Aim of the task:
Pick out the lines below with "MONTI" and list them.
───── Provided data ─────
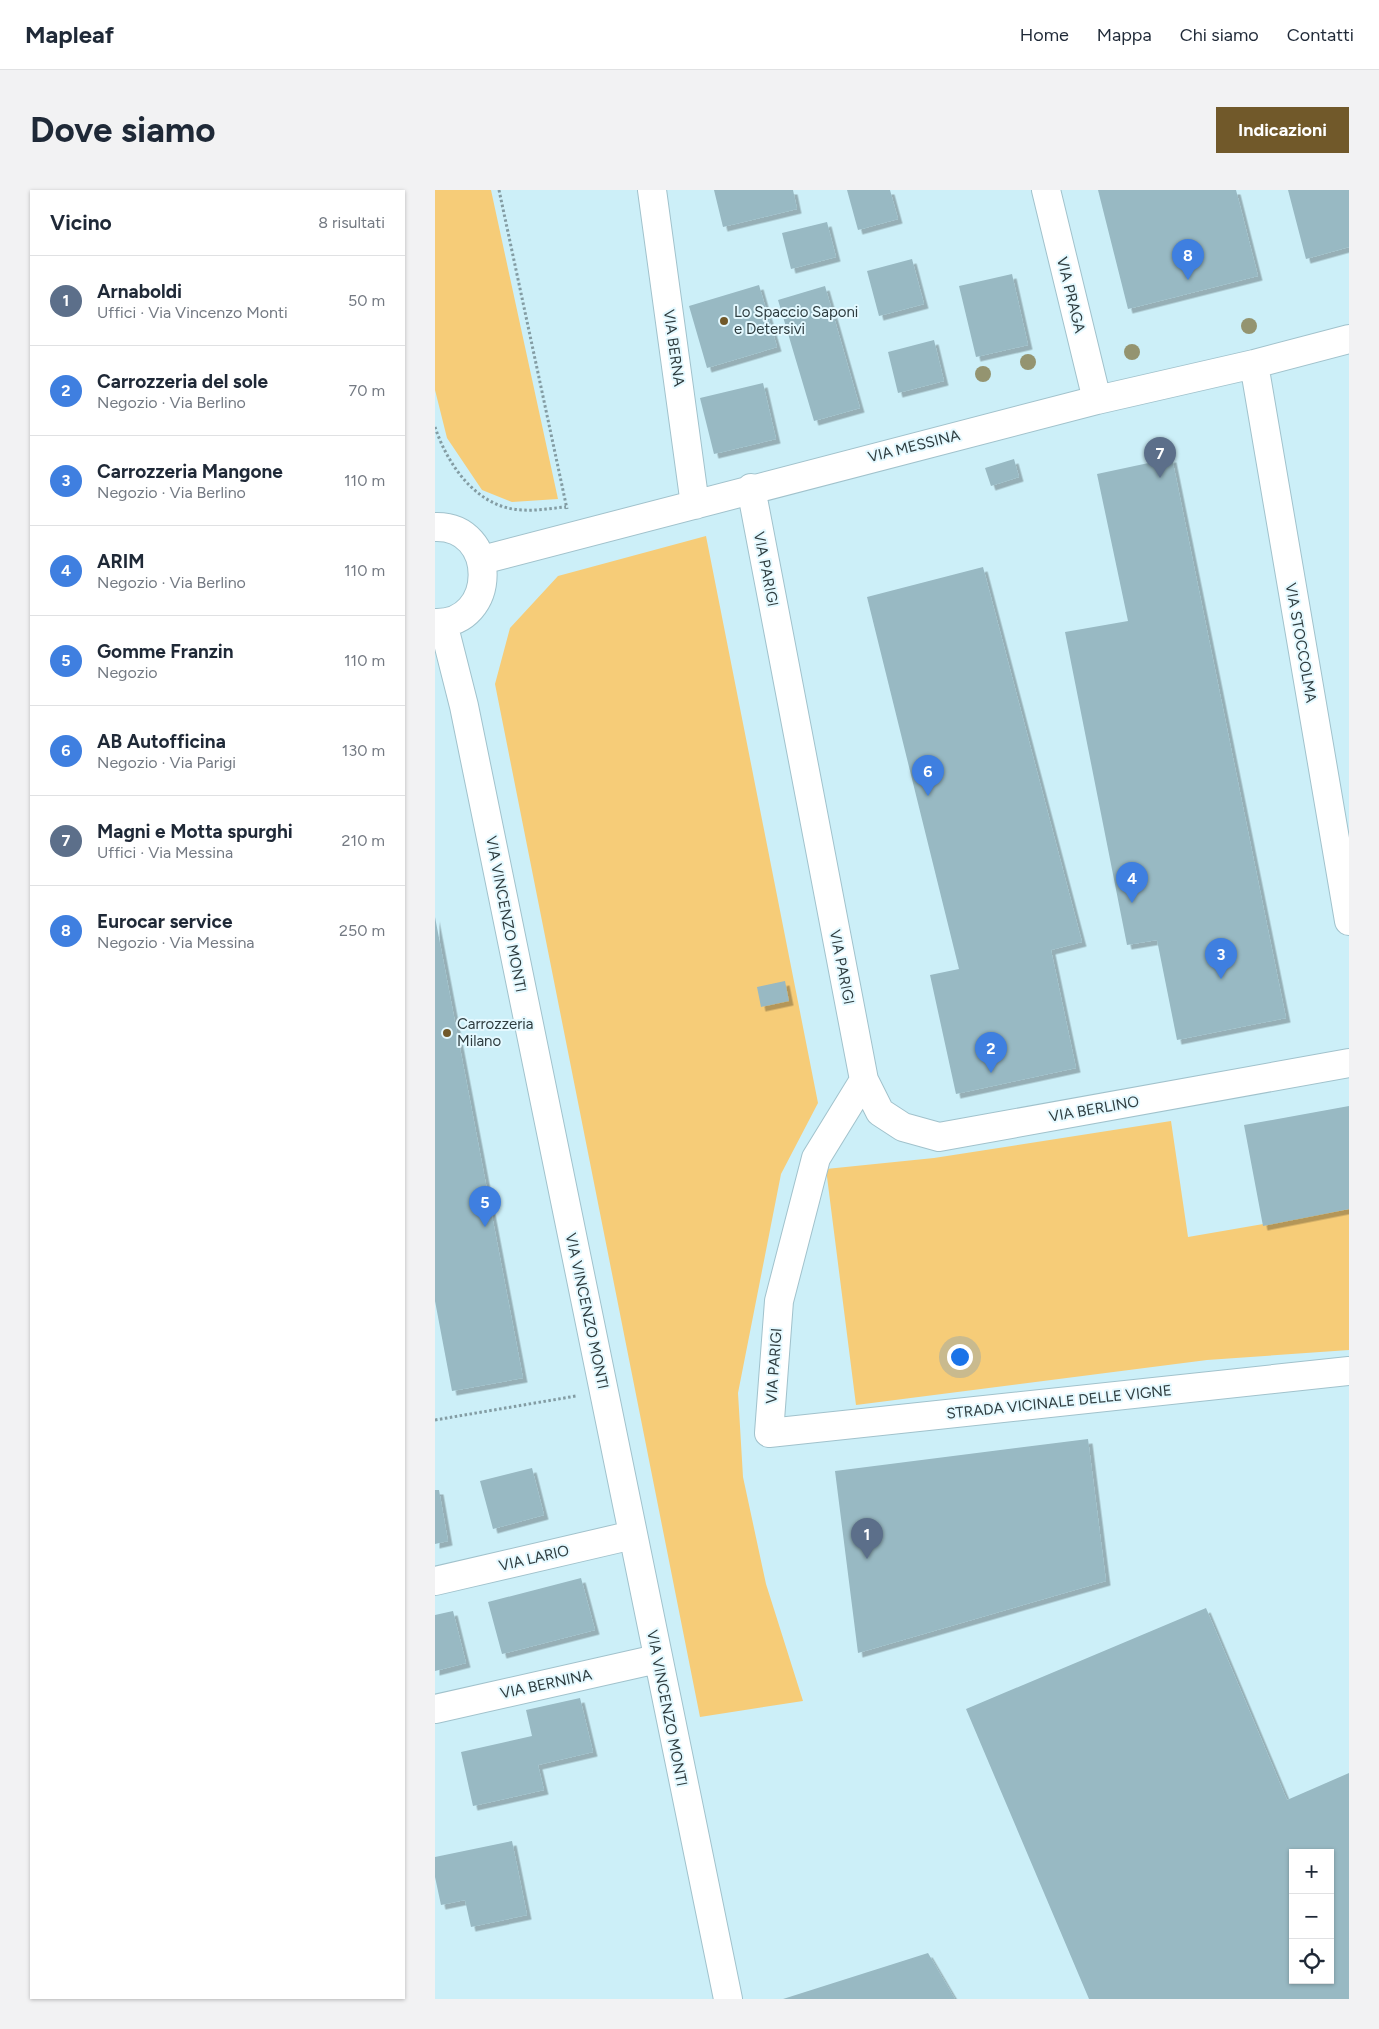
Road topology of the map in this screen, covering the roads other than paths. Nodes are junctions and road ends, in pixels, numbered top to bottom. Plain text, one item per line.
1 (652, 190) edge
2 (1045, 190) edge
3 (1349, 339) edge
4 (1254, 364) junction
5 (1097, 400) junction
6 (751, 488) junction
7 (695, 505) junction
8 (435, 527) edge
9 (482, 560) junction
10 (439, 623) edge
11 (1349, 921) edge
12 (1349, 1063) edge
13 (864, 1080) junction
14 (1349, 1370) edge
15 (769, 1433) joint
16 (633, 1534) junction
17 (435, 1581) edge
18 (657, 1660) junction
19 (435, 1709) edge
20 (728, 1999) edge

1 - 7 street, VIA BERNA
2 - 5 street, VIA PRAGA
3 - 4 street, VIA MESSINA
4 - 5 street, VIA MESSINA
4 - 11 street, VIA STOCCOLMA
5 - 6 street, VIA MESSINA
6 - 7 street, VIA MESSINA
6 - 13 street, VIA PARIGI
7 - 9 street, VIA MESSINA
8 - 9 street
9 - 10 street
10 - 16 street, VIA VINCENZO MONTI
12 - 13 street, VIA BERLINO
13 - 15 street, VIA PARIGI
14 - 15 street, STRADA VICINALE DELLE VIGNE
16 - 17 street, VIA LARIO
16 - 18 street, VIA VINCENZO MONTI
18 - 19 street, VIA BERNINA
18 - 20 street, VIA VINCENZO MONTI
─────
Solution to this exercise:
10 - 16 street, VIA VINCENZO MONTI
16 - 18 street, VIA VINCENZO MONTI
18 - 20 street, VIA VINCENZO MONTI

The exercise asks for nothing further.